TASK REQUIREMENTS: Search the records for the word "Place" and copy each line in which it appears.
[[ DATA SUPPLIED, beginning ]]
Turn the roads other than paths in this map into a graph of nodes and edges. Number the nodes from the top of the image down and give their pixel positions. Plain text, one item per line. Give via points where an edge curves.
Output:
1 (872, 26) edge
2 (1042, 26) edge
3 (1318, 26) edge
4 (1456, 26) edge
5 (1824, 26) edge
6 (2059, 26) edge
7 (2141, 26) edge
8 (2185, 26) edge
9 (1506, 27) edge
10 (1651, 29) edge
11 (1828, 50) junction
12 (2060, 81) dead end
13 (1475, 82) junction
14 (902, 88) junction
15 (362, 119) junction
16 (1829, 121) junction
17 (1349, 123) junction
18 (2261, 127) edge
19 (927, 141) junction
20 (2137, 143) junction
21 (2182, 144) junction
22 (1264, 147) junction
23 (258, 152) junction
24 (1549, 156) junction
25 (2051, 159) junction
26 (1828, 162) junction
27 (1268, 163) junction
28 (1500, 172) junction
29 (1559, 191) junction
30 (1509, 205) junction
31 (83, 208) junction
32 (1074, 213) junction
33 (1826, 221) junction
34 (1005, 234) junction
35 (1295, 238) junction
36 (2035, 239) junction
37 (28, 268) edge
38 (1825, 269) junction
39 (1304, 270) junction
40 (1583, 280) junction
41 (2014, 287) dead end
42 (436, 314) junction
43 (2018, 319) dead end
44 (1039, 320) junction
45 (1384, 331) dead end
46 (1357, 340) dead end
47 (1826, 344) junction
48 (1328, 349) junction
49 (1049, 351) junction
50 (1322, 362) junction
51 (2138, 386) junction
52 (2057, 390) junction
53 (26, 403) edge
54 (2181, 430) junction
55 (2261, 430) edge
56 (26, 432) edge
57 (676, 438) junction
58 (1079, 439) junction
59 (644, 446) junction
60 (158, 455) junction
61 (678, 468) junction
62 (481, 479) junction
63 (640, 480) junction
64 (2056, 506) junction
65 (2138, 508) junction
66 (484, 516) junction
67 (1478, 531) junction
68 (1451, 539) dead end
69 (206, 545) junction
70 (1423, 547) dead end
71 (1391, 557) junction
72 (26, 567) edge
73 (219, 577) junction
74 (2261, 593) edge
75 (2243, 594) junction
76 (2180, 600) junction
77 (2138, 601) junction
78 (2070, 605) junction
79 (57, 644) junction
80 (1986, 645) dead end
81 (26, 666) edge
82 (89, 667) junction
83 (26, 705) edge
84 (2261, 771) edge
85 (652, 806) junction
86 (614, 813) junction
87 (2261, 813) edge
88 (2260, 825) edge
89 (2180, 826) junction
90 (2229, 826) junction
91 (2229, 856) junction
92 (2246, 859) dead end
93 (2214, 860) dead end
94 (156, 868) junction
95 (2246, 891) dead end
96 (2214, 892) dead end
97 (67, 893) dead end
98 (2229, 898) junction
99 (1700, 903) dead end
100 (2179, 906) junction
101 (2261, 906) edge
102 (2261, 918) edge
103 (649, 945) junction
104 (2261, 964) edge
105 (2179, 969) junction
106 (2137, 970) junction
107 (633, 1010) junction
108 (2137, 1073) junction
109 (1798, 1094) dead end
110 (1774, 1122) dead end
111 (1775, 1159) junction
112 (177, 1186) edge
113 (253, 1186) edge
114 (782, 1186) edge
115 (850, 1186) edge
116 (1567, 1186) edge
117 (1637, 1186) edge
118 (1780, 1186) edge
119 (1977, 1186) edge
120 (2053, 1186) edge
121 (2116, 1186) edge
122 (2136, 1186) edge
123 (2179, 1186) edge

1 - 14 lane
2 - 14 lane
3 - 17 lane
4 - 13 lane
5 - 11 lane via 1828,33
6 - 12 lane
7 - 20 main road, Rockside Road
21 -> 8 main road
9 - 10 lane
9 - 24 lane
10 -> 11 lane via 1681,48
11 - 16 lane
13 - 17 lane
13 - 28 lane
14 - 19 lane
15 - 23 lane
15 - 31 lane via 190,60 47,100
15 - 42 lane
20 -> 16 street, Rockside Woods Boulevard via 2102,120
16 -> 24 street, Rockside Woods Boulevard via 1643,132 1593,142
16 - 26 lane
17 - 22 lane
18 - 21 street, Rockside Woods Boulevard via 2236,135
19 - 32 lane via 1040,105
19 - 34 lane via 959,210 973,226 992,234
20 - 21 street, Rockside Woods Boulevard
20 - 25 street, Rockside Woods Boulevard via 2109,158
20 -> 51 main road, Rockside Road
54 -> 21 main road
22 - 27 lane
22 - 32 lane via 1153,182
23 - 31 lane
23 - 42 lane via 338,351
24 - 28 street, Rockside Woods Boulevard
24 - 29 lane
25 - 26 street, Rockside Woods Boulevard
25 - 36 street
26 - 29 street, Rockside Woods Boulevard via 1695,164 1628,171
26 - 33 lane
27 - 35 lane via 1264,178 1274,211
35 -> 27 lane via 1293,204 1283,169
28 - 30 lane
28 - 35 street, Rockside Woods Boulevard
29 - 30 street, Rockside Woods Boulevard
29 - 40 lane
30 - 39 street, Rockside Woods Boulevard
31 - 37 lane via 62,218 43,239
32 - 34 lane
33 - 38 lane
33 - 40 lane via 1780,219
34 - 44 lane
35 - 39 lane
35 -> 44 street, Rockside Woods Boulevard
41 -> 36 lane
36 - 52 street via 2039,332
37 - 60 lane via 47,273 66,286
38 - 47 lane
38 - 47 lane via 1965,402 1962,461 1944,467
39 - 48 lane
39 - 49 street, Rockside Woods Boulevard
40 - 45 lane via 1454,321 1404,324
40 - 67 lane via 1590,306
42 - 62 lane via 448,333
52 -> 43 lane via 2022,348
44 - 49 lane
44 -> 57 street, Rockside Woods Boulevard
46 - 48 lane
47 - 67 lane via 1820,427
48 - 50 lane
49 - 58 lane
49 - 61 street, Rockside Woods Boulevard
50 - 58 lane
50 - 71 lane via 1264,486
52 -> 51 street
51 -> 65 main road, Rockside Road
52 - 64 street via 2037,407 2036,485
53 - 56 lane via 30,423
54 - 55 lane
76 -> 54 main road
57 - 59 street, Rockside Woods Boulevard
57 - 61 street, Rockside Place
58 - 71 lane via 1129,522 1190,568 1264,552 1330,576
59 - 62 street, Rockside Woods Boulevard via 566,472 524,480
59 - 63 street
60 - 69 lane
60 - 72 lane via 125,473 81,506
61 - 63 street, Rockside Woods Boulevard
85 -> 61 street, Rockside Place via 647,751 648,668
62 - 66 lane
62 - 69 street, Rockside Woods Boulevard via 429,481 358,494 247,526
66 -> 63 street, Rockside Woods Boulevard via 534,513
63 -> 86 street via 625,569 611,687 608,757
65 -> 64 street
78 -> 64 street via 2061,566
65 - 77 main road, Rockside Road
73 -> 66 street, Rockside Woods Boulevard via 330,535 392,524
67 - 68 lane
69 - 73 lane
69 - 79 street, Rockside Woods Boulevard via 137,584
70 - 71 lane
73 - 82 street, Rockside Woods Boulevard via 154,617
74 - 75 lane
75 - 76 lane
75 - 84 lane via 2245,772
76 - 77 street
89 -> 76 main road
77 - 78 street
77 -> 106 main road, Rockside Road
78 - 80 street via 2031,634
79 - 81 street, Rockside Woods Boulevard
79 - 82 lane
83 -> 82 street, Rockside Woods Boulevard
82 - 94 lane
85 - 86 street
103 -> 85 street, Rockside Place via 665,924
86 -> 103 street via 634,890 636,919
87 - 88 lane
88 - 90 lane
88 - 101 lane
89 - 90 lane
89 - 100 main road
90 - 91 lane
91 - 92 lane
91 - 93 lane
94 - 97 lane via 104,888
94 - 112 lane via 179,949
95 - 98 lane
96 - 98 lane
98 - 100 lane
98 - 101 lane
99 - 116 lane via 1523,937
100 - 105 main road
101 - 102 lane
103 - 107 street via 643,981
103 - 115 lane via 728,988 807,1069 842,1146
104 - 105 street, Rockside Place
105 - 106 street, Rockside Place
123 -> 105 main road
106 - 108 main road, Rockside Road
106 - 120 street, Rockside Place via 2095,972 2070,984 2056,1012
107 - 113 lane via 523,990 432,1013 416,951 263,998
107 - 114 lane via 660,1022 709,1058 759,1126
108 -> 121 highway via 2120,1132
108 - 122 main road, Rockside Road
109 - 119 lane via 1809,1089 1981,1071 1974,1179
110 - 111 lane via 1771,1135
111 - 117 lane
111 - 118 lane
[[ DATA SUPPLIED, end ]]
SOLUTION TO THIS TASK:
57 - 61 street, Rockside Place
85 -> 61 street, Rockside Place via 647,751 648,668
103 -> 85 street, Rockside Place via 665,924
104 - 105 street, Rockside Place
105 - 106 street, Rockside Place
106 - 120 street, Rockside Place via 2095,972 2070,984 2056,1012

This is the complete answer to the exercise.